For most people in this age group, the American College of Cardiology (ACC) and AHA’s cholesterol management guidelines stress the importance of intensive lifestyle efforts over statins in lowering ASCVD risks.

But Kim also predicts that as more focus is placed on prevention in primary care through measures such as the AHA’s PREVENT (Predicting Risk of Cardiovascular Disease Events) online calculator, the use of supplementary tests, such as CAC, may increase over time among those aged 30 and older.

If you’re on the fence, why not just get a calcium score?

There are drawbacks.

The cost is often not covered by insurers and usually runs anywhere between $100 to $300 out of pocket.

Though relatively negligible, the test also requires some radiation.

If you are already at risk and over 40, the test also may not be worthwhile, given the proven effectiveness of statins and their relatively few side effects.

On top of that, many cardiologists want to see a score of zero. While more than 90% of people under 40 will get a score of zero, the likelihood of such a score decreases as you age.

“And there is a big difference between zero and one,” says Ghanta. “A score of one does not mean that you're at low risk. The atherosclerosis has started, and preventive measures should be intensified.”

Are there other tests you can take to determine your risk of heart disease?

A calcium score is just one method that cardiologists now employ to help determine your risk of ASCVD.

A blood test can measure whether you have elevated Apolipoprotein B (apoB), which attaches to harmful lipoproteins like LDL. Measuring it can help doctors get a clearer picture of your cholesterol levels.

Another measure is a mammogram.

“Research suggests BAC (breast arterial calcification) is associated with higher risk of future cardiovascular disease and may help identify risk in some women, but again, it is not yet a substitute for coronary calcium scoring and is not currently used as the primary decision tool in ACC/AHA risk algorithms,“ explains Apridonidze.

More robust, says Apridonidze, is a lung screening CAT scan (LDCT). “In our practice, we are considering using lung screening CAT scans, which is already done in long-time former or current smokers to identify patients with subclinical coronary artery disease,” he says.

But these tests are often not stand-alone and instead part of a larger analysis of individual risk done in conjunction with other measures.

If, for example, you get a high calcium score of 300 or more, you might need a stress test because even though you may not be symptomatic, you may need other interventions, says Ghanta.
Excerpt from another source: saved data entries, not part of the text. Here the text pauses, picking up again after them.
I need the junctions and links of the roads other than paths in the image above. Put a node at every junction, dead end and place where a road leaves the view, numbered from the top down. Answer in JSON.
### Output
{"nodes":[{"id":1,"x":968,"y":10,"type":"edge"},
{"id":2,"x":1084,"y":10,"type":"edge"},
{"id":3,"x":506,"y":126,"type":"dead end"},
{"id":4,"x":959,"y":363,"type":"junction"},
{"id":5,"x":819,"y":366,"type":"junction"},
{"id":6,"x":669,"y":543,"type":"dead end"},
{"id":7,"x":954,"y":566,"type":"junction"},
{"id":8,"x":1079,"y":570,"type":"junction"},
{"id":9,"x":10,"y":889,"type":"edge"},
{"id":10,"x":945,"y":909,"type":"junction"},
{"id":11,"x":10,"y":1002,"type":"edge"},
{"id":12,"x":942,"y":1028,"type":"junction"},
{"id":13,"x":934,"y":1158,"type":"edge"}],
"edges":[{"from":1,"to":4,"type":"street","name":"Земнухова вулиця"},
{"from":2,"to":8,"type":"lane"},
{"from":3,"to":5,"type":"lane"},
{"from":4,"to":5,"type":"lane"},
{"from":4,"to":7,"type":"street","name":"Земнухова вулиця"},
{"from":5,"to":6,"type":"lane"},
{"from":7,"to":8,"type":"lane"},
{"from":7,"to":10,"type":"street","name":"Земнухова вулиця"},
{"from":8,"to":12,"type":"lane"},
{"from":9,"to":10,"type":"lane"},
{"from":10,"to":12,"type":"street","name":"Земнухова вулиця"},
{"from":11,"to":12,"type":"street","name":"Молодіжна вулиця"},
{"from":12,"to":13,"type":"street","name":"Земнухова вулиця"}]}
And these doctors also stress that no matter the test, the end goal remains developing a plan to reduce your risk of ASCVD.

Other treatments

Also important to bear in mind is that treatment is not one-size-fits-all.

For example, if you are averse to statins but your LDL level alone has indicated you may need to start statins, some find a vegan diet can help lower LDL and even bring down your calcium score, especially when done in conjunction with exercise and lifestyle modifications. 

And while statins are usually considered the first line of defense, other medications exist.

“There are so many new drugs that are available,” says Ghanta.

These include PCSK9 inhibitors, such as Repatha (evolocumab), which is an injectable prescription medicine used to lower very high LDL cholesterol.

In the distant future, there is even the prospect of gene editing, but research there is very early-stage.

So should you get a calcium score to determine your ASCVD risk, especially if you have an elevated LDL?

To get an answer to that question, first consult your doctor.

And remember: A CAC score is just a piece in the puzzle when determining cardiac risk.

*A doctor may recommend low-dose aspirin to people aged 40 - 59 years old with a high risk of heart attack in the next 10 years or to people who have never had a heart attack but have had coronary artery bypass graft surgery or a stent in their artery.